* _INFORMATION SHOWN_:

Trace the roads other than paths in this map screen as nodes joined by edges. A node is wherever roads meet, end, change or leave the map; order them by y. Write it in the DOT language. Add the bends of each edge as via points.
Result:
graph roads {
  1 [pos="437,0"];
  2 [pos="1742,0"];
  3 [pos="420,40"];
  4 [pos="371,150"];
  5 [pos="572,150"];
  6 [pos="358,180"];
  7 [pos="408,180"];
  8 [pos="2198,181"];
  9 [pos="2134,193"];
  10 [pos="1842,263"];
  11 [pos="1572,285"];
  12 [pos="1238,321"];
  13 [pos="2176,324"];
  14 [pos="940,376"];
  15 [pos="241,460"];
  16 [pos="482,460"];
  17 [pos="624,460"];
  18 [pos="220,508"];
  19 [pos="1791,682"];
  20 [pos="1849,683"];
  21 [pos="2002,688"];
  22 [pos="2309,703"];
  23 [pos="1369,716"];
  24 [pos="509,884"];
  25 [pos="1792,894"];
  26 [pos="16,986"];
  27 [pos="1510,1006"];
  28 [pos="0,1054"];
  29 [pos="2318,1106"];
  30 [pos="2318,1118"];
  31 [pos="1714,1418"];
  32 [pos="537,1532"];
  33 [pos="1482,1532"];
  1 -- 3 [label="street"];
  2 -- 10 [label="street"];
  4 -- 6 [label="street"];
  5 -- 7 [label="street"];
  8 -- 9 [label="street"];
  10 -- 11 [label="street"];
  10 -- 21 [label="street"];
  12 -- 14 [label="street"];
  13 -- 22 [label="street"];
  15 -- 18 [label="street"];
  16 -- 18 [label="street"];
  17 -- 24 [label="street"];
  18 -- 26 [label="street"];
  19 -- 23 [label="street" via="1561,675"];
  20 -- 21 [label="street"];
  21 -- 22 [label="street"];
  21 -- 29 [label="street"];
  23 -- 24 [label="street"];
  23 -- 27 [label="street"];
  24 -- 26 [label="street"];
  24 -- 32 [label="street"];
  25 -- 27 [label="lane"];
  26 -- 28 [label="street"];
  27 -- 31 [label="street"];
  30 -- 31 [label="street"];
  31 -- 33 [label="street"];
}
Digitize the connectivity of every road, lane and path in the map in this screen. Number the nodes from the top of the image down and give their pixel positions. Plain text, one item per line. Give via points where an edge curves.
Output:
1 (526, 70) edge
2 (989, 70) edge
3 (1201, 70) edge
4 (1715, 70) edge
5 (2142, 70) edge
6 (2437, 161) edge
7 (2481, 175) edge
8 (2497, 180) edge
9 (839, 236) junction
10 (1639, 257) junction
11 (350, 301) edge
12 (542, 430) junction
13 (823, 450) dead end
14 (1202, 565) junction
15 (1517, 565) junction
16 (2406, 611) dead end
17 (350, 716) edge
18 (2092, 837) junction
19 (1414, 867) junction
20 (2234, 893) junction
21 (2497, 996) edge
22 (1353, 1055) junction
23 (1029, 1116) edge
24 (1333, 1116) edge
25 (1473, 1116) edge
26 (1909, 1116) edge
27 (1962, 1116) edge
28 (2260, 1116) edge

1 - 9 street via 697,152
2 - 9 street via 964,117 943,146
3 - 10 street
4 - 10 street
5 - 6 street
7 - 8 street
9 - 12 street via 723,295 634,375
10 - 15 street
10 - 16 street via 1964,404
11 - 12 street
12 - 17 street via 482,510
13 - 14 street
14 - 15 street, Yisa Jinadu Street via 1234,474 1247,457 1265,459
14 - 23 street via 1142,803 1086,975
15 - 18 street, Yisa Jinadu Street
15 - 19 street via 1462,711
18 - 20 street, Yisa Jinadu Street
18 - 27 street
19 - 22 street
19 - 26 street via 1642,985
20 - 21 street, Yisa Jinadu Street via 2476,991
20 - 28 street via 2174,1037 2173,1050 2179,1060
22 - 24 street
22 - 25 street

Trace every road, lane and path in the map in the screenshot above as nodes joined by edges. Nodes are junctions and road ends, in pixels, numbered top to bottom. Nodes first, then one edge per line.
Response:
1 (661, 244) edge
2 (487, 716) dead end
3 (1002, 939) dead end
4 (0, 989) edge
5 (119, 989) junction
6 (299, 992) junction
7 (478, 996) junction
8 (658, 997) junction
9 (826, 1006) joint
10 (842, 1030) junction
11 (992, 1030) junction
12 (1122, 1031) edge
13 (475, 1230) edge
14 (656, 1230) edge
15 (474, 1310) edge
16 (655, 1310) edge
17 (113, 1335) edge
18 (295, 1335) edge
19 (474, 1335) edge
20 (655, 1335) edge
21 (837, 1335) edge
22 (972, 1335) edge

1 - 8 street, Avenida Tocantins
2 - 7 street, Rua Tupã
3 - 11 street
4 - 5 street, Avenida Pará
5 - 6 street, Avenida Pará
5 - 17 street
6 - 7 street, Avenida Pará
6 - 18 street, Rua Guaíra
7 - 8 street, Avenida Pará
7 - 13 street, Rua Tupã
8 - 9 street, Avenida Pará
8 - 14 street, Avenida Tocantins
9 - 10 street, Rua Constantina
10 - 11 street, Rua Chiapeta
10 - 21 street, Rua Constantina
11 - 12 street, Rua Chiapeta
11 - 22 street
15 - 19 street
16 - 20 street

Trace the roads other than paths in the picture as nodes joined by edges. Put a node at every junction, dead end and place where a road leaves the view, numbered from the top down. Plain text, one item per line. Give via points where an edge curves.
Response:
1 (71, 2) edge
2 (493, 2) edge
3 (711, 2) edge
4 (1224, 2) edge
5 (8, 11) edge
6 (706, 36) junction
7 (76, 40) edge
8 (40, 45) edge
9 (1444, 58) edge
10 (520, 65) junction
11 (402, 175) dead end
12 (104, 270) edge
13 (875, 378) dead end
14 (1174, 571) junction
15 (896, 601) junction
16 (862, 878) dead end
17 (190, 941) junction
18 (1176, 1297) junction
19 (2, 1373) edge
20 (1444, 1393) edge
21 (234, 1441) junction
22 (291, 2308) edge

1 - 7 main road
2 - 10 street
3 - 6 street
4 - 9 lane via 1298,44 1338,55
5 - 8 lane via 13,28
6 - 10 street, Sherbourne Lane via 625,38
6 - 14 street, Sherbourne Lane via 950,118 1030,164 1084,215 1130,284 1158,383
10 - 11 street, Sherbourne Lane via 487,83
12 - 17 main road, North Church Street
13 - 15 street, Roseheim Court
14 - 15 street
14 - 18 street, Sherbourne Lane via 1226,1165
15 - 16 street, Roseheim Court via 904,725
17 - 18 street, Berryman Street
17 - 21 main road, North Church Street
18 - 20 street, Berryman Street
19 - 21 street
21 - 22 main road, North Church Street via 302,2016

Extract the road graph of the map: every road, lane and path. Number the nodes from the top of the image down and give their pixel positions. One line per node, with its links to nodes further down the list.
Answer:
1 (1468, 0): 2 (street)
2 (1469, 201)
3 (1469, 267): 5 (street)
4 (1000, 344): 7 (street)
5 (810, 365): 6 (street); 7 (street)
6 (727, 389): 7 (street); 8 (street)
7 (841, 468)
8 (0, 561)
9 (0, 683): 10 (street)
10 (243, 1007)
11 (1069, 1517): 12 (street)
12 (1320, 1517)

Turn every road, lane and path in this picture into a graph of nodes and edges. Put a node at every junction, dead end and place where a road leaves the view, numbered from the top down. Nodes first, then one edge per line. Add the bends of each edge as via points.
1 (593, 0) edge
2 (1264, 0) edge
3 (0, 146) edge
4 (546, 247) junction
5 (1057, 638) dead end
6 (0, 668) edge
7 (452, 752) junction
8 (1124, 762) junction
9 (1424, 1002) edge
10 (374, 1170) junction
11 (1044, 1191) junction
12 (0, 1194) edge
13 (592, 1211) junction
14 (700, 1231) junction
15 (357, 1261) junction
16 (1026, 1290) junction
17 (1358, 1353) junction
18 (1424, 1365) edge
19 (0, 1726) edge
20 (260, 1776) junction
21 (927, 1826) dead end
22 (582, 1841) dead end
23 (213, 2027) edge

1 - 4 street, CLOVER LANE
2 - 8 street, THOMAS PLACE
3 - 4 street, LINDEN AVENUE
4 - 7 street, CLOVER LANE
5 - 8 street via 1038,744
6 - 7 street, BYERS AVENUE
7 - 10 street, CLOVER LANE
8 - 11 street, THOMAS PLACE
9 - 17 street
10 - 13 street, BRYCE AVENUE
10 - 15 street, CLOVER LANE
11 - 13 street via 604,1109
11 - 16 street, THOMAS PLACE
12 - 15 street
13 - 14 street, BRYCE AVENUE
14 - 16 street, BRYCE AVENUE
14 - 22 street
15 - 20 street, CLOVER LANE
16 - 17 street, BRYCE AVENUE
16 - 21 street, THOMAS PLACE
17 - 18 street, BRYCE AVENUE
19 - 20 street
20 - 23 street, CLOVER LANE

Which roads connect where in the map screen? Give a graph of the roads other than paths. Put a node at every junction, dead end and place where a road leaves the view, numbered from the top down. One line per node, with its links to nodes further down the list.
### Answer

* _PROMPT_: After locating the line with "Which roads connect" in the records above, please set down that line and all later ones exactly, and no other line.

* _EXPECTED OUTPUT_:
Which roads connect where in the map screen? Give a graph of the roads other than paths. Put a node at every junction, dead end and place where a road leaves the view, numbered from the top down. One line per node, with its links to nodes further down the list.
### Answer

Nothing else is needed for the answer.